There are two bones in the forearm: the Radius and Ulna. The ulna is a long straight bone that does not rotate and acts as a mechanical strut for the wrist and elbow. The radius is slightly shorter and has a gentle bow along its course. The radius is responsible for the rotating motion of the forearm as is rotates around the ulna at the elbow and wrist. Unlike ulnar shaft fractures, radial shaft fractures almost always require repair and have been referred to as “the fracture of necessity” in orthopaedic texts because of the need for surgical repair to obtain a good result. Alignment and length of the radius is critical for wrist function as the radius rotates around the ulna. If left untreated, displacement or shortening of the radius results in marked limitation of rotation of the wrist. The most common mechanism of injury is a direct blow to the radial border of the forearm. These are relatively common injuries in adults.

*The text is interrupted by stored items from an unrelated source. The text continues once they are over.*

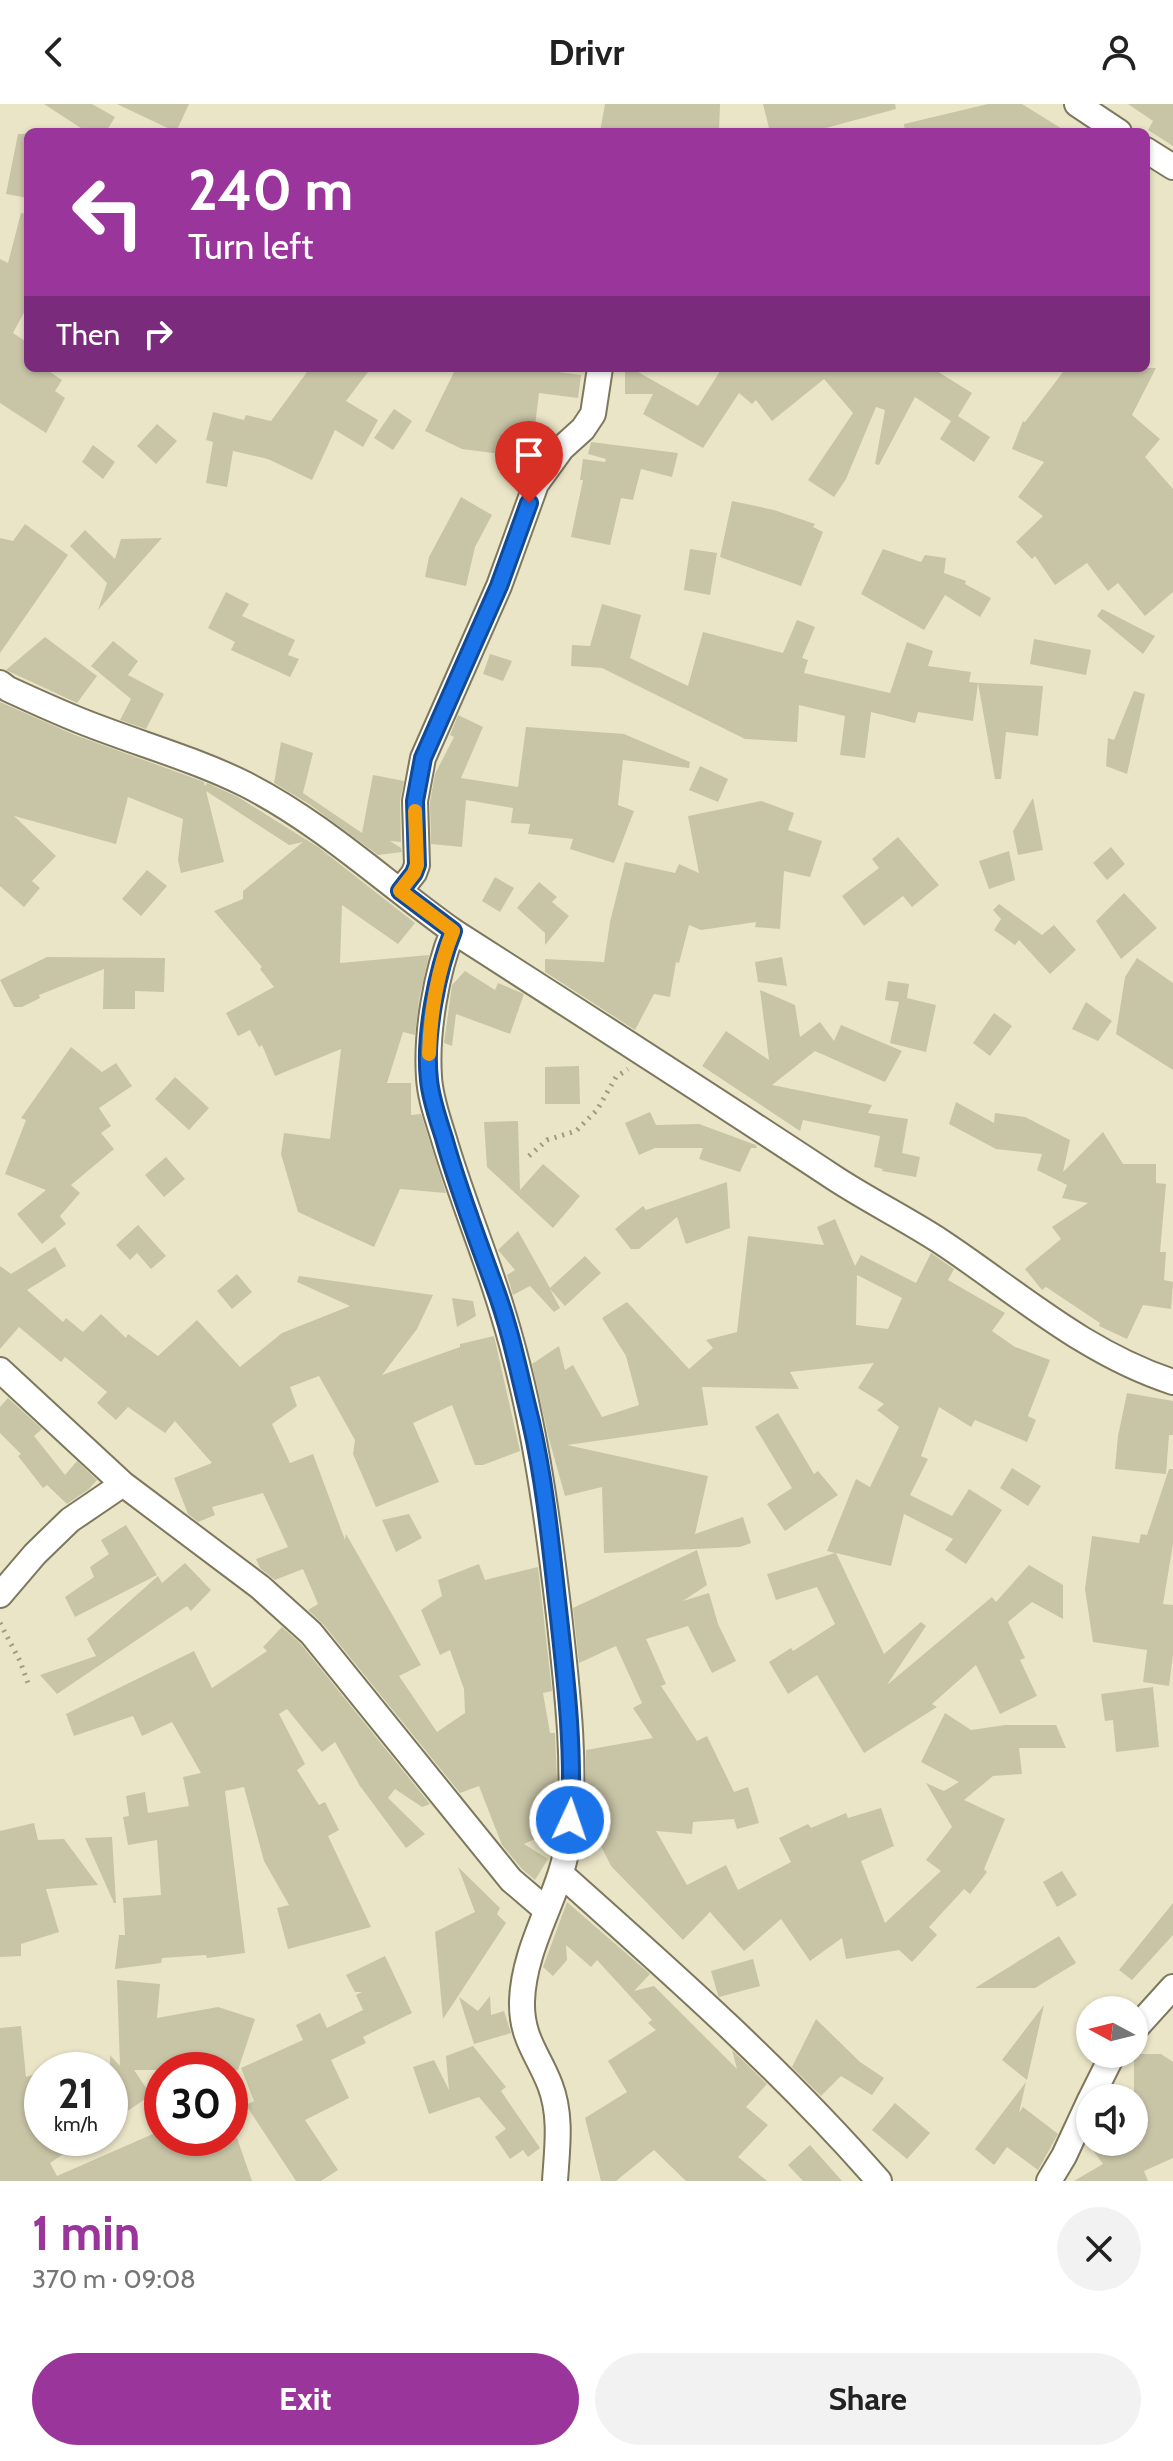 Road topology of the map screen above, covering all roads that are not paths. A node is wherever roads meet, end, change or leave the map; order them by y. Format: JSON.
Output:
{"nodes":[{"id":1,"x":1077,"y":104,"type":"edge"},
{"id":2,"x":1113,"y":128,"type":"edge"},
{"id":3,"x":1150,"y":153,"type":"edge"},
{"id":4,"x":1173,"y":167,"type":"edge"},
{"id":5,"x":599,"y":372,"type":"edge"},
{"id":6,"x":0,"y":683,"type":"edge"},
{"id":7,"x":400,"y":891,"type":"junction"},
{"id":8,"x":453,"y":931,"type":"junction"},
{"id":9,"x":0,"y":1370,"type":"edge"},
{"id":10,"x":1173,"y":1382,"type":"edge"},
{"id":11,"x":123,"y":1484,"type":"junction"},
{"id":12,"x":0,"y":1595,"type":"edge"},
{"id":13,"x":561,"y":1874,"type":"junction"},
{"id":14,"x":545,"y":1909,"type":"junction"},
{"id":15,"x":1173,"y":1987,"type":"edge"},
{"id":16,"x":1148,"y":2015,"type":"edge"},
{"id":17,"x":1076,"y":2130,"type":"edge"},
{"id":18,"x":555,"y":2181,"type":"edge"},
{"id":19,"x":879,"y":2181,"type":"edge"},
{"id":20,"x":1049,"y":2181,"type":"edge"}],
"edges":[{"from":1,"to":2,"type":"street"},
{"from":3,"to":4,"type":"street"},
{"from":5,"to":7,"type":"street"},
{"from":6,"to":7,"type":"street"},
{"from":7,"to":8,"type":"street"},
{"from":8,"to":10,"type":"street"},
{"from":8,"to":13,"type":"street"},
{"from":9,"to":11,"type":"street"},
{"from":11,"to":12,"type":"street"},
{"from":11,"to":14,"type":"street"},
{"from":13,"to":14,"type":"street"},
{"from":13,"to":19,"type":"street"},
{"from":14,"to":18,"type":"street"},
{"from":15,"to":16,"type":"street"},
{"from":17,"to":20,"type":"street"}]}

Fractures of the upper end of the radial shaft present a separate challenge for surgeons repairing these fractures. One of the nerves that controls finger and wrist extension, called the posterior interosseous nerve (PIN) sits directly against the bone and can easily be damaged during surgical exposure. In cases of proximal radius fractures the surgeon spends extra time to dissect out the nerve completely and protect it during the surgical repair. This results in a larger surgical incision but this is completely warranted to avoid any nerve damage. The x-rays below demonstrate a proximal fracture where the PIN is at risk for damage.

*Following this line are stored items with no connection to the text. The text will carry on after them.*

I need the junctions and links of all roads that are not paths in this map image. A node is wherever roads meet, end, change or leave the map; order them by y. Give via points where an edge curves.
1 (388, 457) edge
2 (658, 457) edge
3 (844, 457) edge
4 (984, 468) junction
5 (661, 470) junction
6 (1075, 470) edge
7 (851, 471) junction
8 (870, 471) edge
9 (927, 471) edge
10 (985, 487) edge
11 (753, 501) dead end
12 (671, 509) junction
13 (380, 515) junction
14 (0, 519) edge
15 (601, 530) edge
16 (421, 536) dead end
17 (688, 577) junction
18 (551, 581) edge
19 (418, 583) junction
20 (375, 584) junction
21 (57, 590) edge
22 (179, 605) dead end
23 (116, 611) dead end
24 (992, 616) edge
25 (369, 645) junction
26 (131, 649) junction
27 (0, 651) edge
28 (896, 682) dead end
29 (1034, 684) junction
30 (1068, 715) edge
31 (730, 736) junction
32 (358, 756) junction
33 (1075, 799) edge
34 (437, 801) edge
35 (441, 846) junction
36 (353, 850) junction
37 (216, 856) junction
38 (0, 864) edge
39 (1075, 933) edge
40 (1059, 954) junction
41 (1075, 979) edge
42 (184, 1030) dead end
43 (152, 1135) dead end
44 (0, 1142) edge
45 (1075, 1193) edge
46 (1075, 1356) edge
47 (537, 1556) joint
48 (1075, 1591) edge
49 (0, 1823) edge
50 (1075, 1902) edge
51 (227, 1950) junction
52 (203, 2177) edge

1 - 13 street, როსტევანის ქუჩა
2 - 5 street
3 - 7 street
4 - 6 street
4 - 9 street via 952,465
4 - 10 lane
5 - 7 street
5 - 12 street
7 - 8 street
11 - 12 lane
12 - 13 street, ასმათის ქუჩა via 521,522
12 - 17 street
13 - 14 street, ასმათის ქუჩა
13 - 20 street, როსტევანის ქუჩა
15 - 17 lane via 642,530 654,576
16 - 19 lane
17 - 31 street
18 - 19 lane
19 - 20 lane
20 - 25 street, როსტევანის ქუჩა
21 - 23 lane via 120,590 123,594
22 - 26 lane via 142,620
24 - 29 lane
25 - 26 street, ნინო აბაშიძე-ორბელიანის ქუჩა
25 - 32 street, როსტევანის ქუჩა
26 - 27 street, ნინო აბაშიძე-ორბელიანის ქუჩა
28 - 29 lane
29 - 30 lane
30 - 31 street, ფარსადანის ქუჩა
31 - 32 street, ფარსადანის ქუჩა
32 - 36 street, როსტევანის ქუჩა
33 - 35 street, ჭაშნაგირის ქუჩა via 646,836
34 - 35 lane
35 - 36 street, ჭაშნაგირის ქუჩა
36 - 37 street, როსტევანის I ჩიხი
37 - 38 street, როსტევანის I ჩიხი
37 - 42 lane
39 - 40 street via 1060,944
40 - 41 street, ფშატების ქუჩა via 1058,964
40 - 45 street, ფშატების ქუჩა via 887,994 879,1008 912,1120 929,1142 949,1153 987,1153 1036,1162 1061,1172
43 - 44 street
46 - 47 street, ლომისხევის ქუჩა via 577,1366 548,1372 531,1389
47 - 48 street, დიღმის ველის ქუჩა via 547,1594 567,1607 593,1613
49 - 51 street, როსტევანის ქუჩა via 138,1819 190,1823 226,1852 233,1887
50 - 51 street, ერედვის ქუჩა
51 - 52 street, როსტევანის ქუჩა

Treatment involves realigning the bone and securing it with a plate and screws. Surgical repair can be performed as an outpatient. After surgery, patients wear a split (soft cast) for about 2 weeks and then begin a fairly aggressive protocol with physical therapy to regain range of motion in the forearm. Recovery is generally fairly quick and most patients regain full function within 8-12 weeks after surgery.